> WORK TASK
The task calls for each record to be given again unchanged, minus any pictures.

(Saved entries)
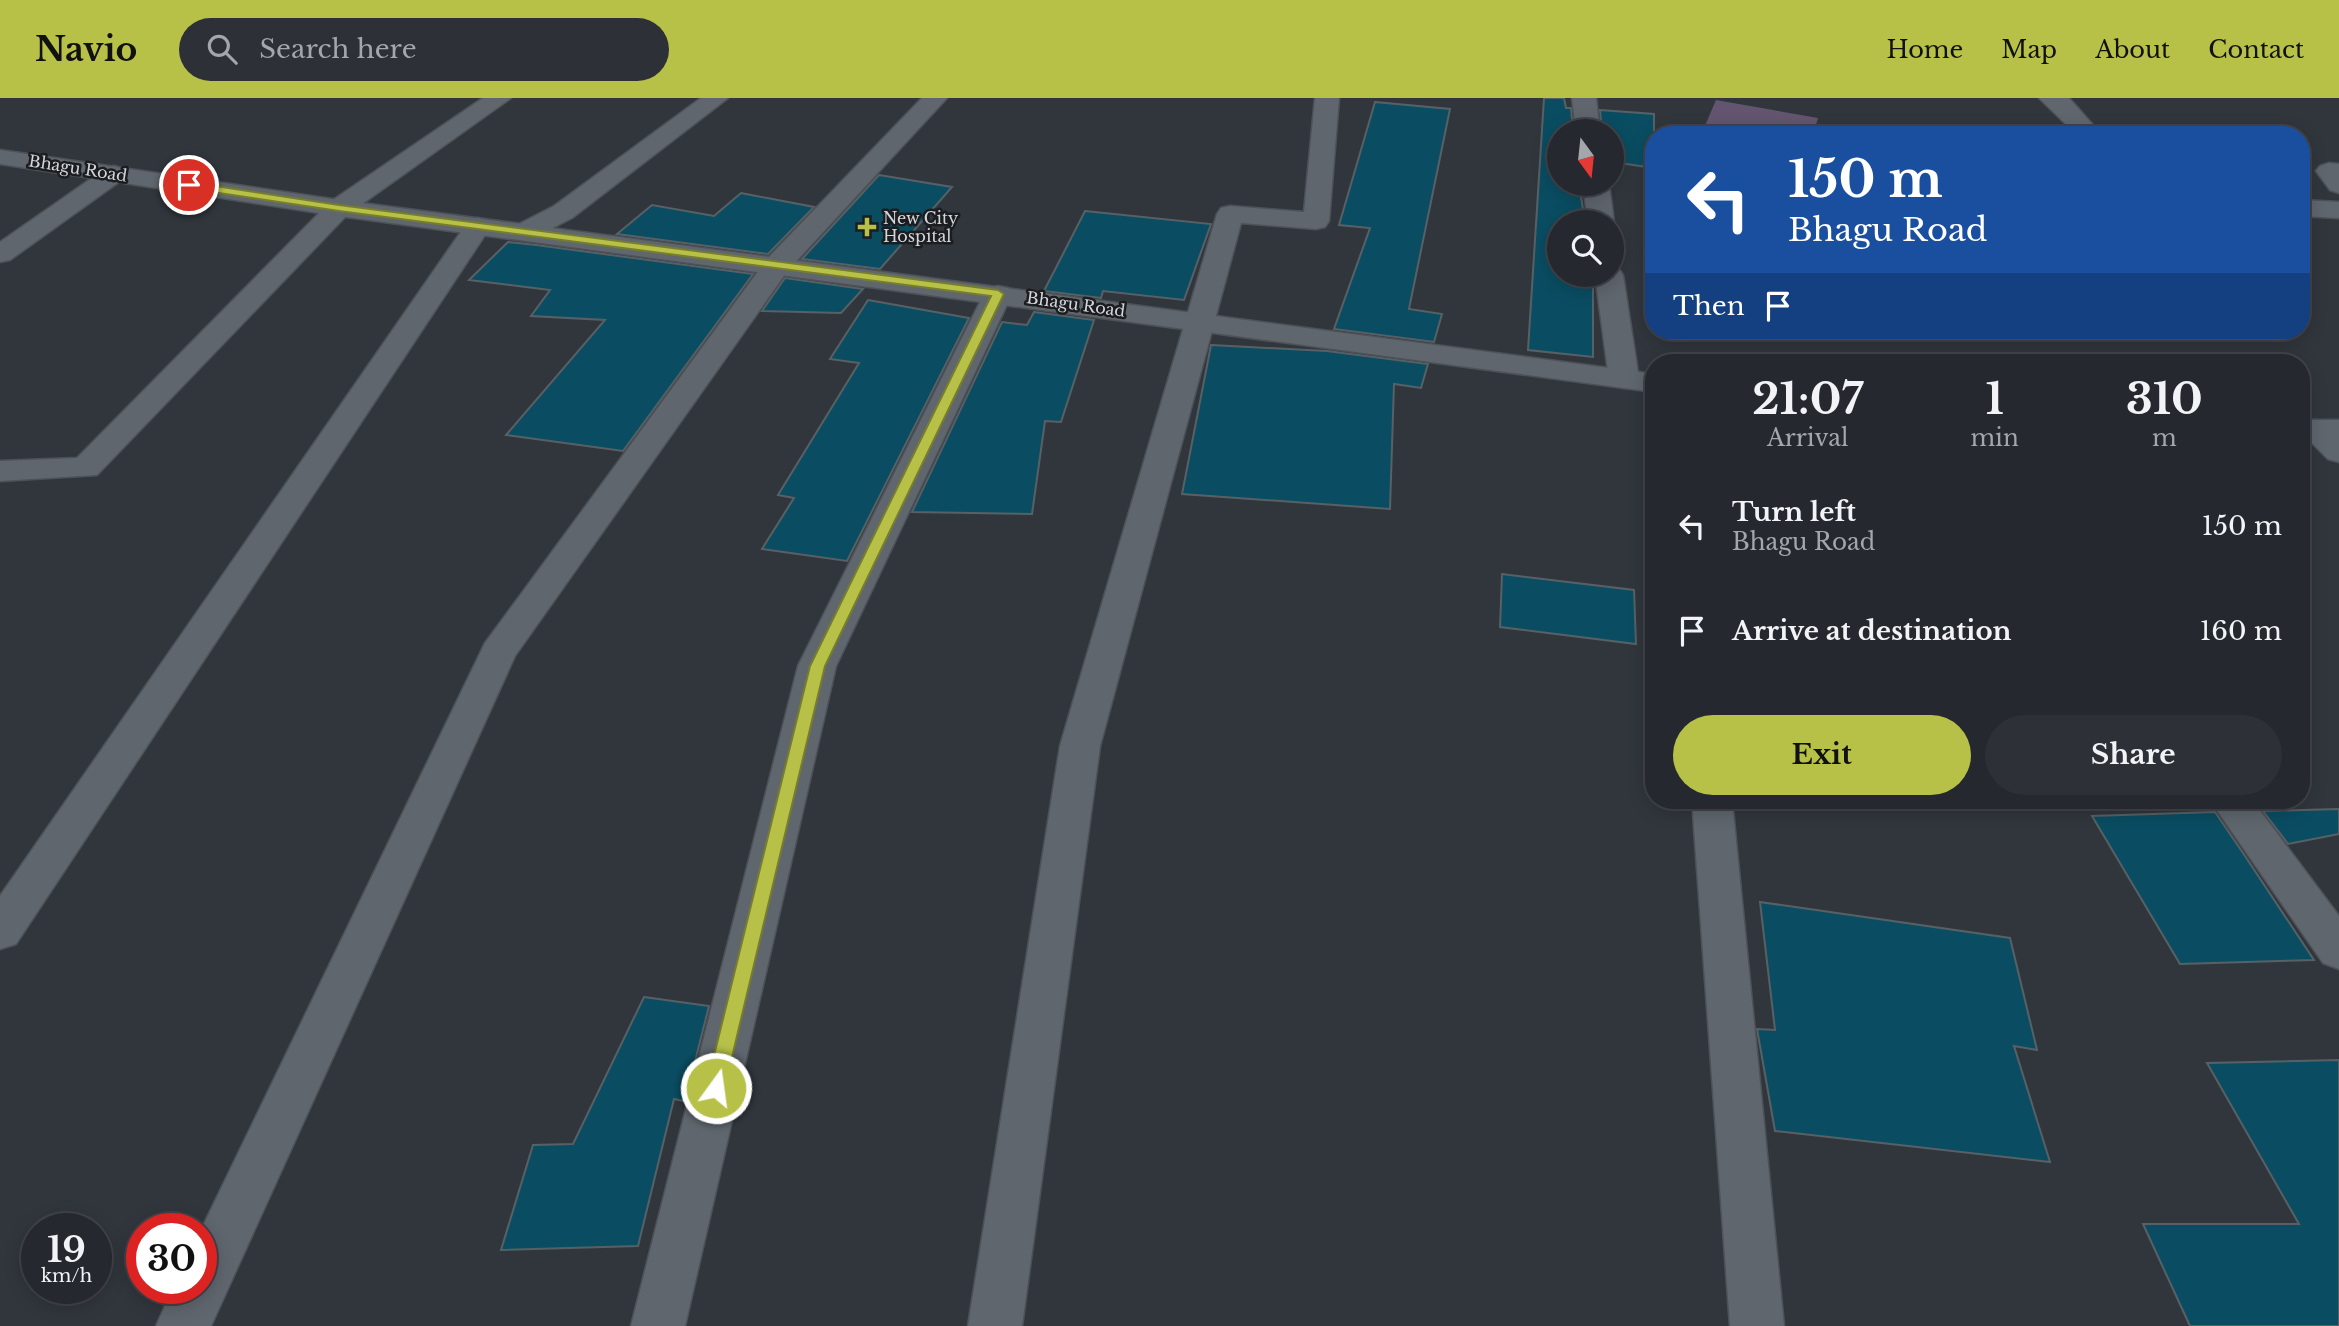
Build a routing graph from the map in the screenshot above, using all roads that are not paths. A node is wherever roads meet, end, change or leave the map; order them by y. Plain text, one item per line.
1 (499, 98) edge
2 (716, 98) edge
3 (935, 98) edge
4 (1326, 98) edge
5 (1584, 98) edge
6 (2050, 98) edge
7 (1587, 119) edge
8 (2082, 126) edge
9 (0, 157) edge
10 (2339, 172) edge
11 (114, 174) junction
12 (2339, 185) edge
13 (339, 208) junction
14 (2310, 208) edge
15 (2339, 210) edge
16 (478, 226) junction
17 (524, 232) junction
18 (0, 254) edge
19 (778, 264) junction
20 (1611, 287) edge
21 (998, 294) junction
22 (1202, 321) junction
23 (1624, 379) junction
24 (1645, 382) edge
25 (2319, 429) edge
26 (2339, 452) edge
27 (0, 471) edge
28 (1713, 809) edge
29 (2237, 809) edge
30 (0, 931) edge
31 (2339, 950) edge
32 (217, 1254) edge
33 (193, 1304) edge
34 (183, 1326) edge
35 (658, 1326) edge
36 (995, 1326) edge
37 (1757, 1326) edge

1 - 13 street
2 - 17 street
3 - 19 street
4 - 22 street
5 - 7 street
6 - 8 street
9 - 11 street, Bhagu Road
10 - 12 street
11 - 13 street, Bhagu Road
11 - 18 street
13 - 16 street, Bhagu Road
13 - 27 street
14 - 15 street
16 - 17 street, Bhagu Road
16 - 30 street
17 - 19 street, Bhagu Road
19 - 21 street, Bhagu Road
19 - 32 street
20 - 23 street
21 - 22 street, Bhagu Road
21 - 35 street
22 - 23 street, Bhagu Road
22 - 36 street
23 - 24 street, Bhagu Road
25 - 26 street
28 - 37 street
29 - 31 street
33 - 34 street

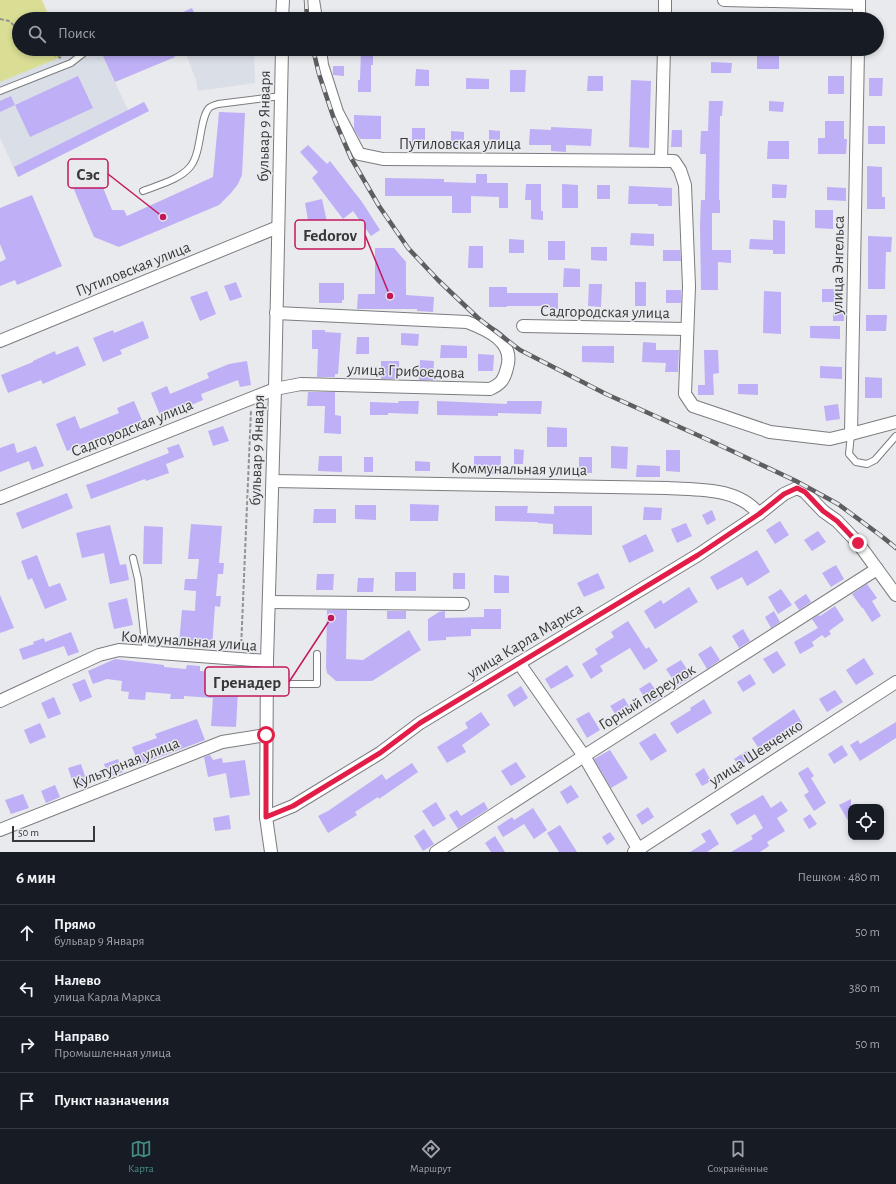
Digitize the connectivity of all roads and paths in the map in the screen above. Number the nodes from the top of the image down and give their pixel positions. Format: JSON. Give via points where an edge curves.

> SOLUTION
Build a routing graph from the map in the screenshot above, using all roads that are not paths. A node is wherever roads meet, end, change or leave the map; order them by y. Plain text, one item per line.
1 (499, 98) edge
2 (716, 98) edge
3 (935, 98) edge
4 (1326, 98) edge
5 (1584, 98) edge
6 (2050, 98) edge
7 (1587, 119) edge
8 (2082, 126) edge
9 (0, 157) edge
10 (2339, 172) edge
11 (114, 174) junction
12 (2339, 185) edge
13 (339, 208) junction
14 (2310, 208) edge
15 (2339, 210) edge
16 (478, 226) junction
17 (524, 232) junction
18 (0, 254) edge
19 (778, 264) junction
20 (1611, 287) edge
21 (998, 294) junction
22 (1202, 321) junction
23 (1624, 379) junction
24 (1645, 382) edge
25 (2319, 429) edge
26 (2339, 452) edge
27 (0, 471) edge
28 (1713, 809) edge
29 (2237, 809) edge
30 (0, 931) edge
31 (2339, 950) edge
32 (217, 1254) edge
33 (193, 1304) edge
34 (183, 1326) edge
35 (658, 1326) edge
36 (995, 1326) edge
37 (1757, 1326) edge

1 - 13 street
2 - 17 street
3 - 19 street
4 - 22 street
5 - 7 street
6 - 8 street
9 - 11 street, Bhagu Road
10 - 12 street
11 - 13 street, Bhagu Road
11 - 18 street
13 - 16 street, Bhagu Road
13 - 27 street
14 - 15 street
16 - 17 street, Bhagu Road
16 - 30 street
17 - 19 street, Bhagu Road
19 - 21 street, Bhagu Road
19 - 32 street
20 - 23 street
21 - 22 street, Bhagu Road
21 - 35 street
22 - 23 street, Bhagu Road
22 - 36 street
23 - 24 street, Bhagu Road
25 - 26 street
28 - 37 street
29 - 31 street
33 - 34 street

Digitize the connectivity of all roads and paths in the map in the screen above. Number the nodes from the top of the image down and give their pixel positions. Format: JSON. Give via points where an edge curves.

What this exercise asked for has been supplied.